======== RECORDS FOR THIS EXERCISE ========

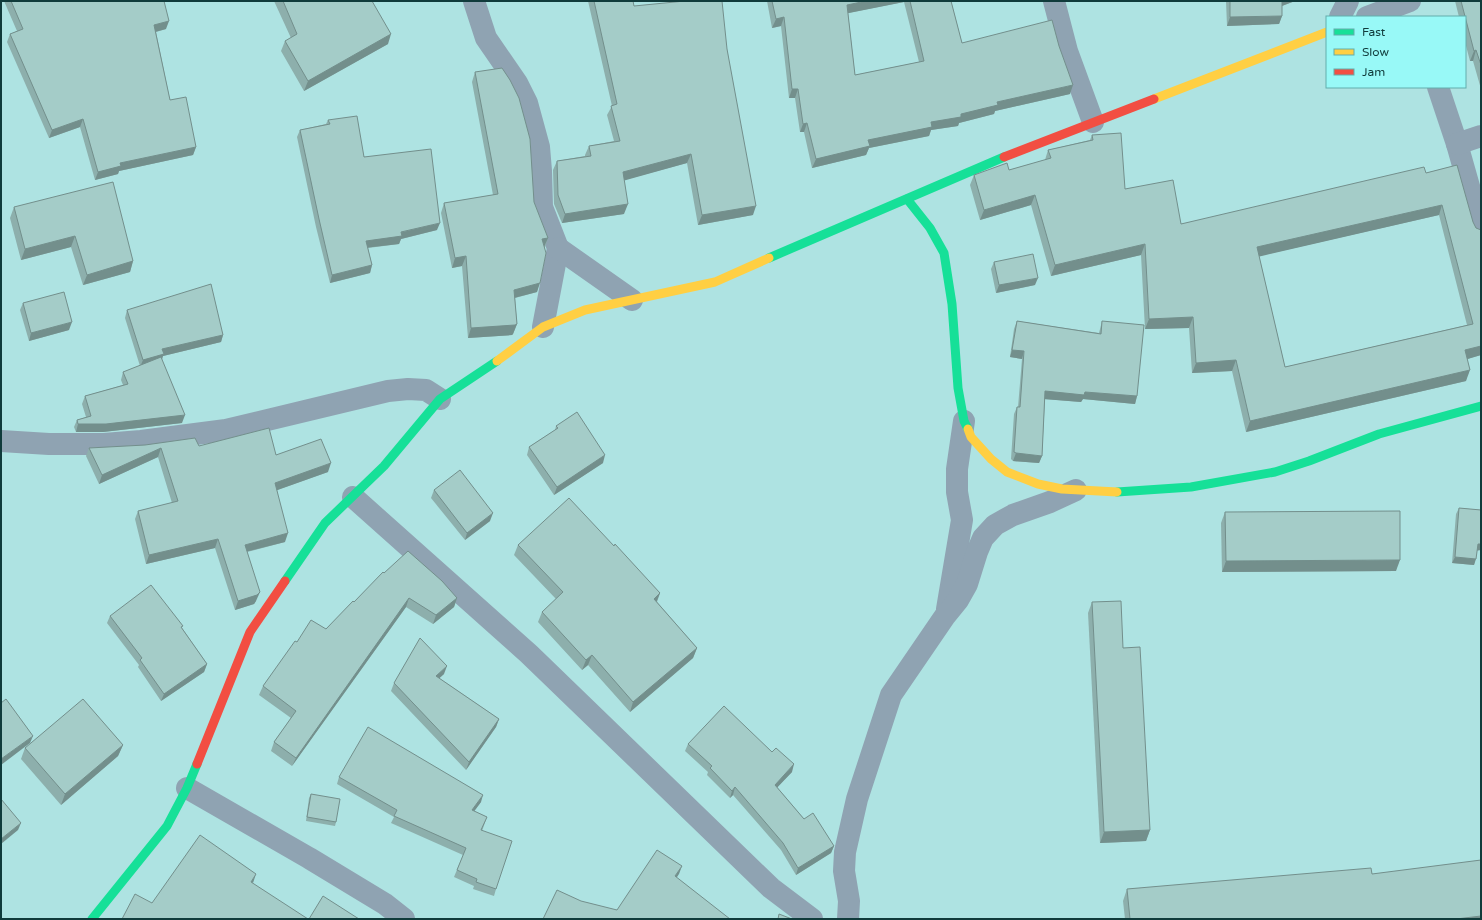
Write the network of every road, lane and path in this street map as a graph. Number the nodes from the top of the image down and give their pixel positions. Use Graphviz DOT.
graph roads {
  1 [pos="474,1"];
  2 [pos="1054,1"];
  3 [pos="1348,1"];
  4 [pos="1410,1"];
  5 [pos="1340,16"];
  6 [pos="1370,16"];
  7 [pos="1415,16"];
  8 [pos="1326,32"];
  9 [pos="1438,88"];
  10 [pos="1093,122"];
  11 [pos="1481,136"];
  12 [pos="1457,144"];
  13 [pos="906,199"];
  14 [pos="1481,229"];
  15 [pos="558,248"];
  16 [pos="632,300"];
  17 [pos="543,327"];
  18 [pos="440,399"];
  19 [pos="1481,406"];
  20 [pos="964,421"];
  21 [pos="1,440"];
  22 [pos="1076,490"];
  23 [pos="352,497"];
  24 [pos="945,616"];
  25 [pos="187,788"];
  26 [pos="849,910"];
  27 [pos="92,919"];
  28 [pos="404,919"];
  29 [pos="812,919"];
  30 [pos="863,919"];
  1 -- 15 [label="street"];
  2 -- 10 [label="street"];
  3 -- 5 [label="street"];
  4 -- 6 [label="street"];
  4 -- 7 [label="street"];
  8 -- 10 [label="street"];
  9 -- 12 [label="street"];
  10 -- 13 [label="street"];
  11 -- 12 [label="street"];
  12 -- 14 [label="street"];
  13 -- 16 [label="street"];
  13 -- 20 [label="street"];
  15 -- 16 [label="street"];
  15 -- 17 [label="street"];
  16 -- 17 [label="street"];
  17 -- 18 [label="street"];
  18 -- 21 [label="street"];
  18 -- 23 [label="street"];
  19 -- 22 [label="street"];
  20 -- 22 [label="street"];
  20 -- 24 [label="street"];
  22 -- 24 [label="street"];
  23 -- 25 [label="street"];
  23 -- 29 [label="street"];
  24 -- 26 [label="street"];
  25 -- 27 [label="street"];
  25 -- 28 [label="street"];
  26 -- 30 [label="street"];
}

========

WHAT THE TASK REQUIRES → Copy out all the data without changing anything, and drop the pictures.

WRITTEN SOLUTION →
Write the network of every road, lane and path in this street map as a graph. Number the nodes from the top of the image down and give their pixel positions. Use Graphviz DOT.
graph roads {
  1 [pos="474,1"];
  2 [pos="1054,1"];
  3 [pos="1348,1"];
  4 [pos="1410,1"];
  5 [pos="1340,16"];
  6 [pos="1370,16"];
  7 [pos="1415,16"];
  8 [pos="1326,32"];
  9 [pos="1438,88"];
  10 [pos="1093,122"];
  11 [pos="1481,136"];
  12 [pos="1457,144"];
  13 [pos="906,199"];
  14 [pos="1481,229"];
  15 [pos="558,248"];
  16 [pos="632,300"];
  17 [pos="543,327"];
  18 [pos="440,399"];
  19 [pos="1481,406"];
  20 [pos="964,421"];
  21 [pos="1,440"];
  22 [pos="1076,490"];
  23 [pos="352,497"];
  24 [pos="945,616"];
  25 [pos="187,788"];
  26 [pos="849,910"];
  27 [pos="92,919"];
  28 [pos="404,919"];
  29 [pos="812,919"];
  30 [pos="863,919"];
  1 -- 15 [label="street"];
  2 -- 10 [label="street"];
  3 -- 5 [label="street"];
  4 -- 6 [label="street"];
  4 -- 7 [label="street"];
  8 -- 10 [label="street"];
  9 -- 12 [label="street"];
  10 -- 13 [label="street"];
  11 -- 12 [label="street"];
  12 -- 14 [label="street"];
  13 -- 16 [label="street"];
  13 -- 20 [label="street"];
  15 -- 16 [label="street"];
  15 -- 17 [label="street"];
  16 -- 17 [label="street"];
  17 -- 18 [label="street"];
  18 -- 21 [label="street"];
  18 -- 23 [label="street"];
  19 -- 22 [label="street"];
  20 -- 22 [label="street"];
  20 -- 24 [label="street"];
  22 -- 24 [label="street"];
  23 -- 25 [label="street"];
  23 -- 29 [label="street"];
  24 -- 26 [label="street"];
  25 -- 27 [label="street"];
  25 -- 28 [label="street"];
  26 -- 30 [label="street"];
}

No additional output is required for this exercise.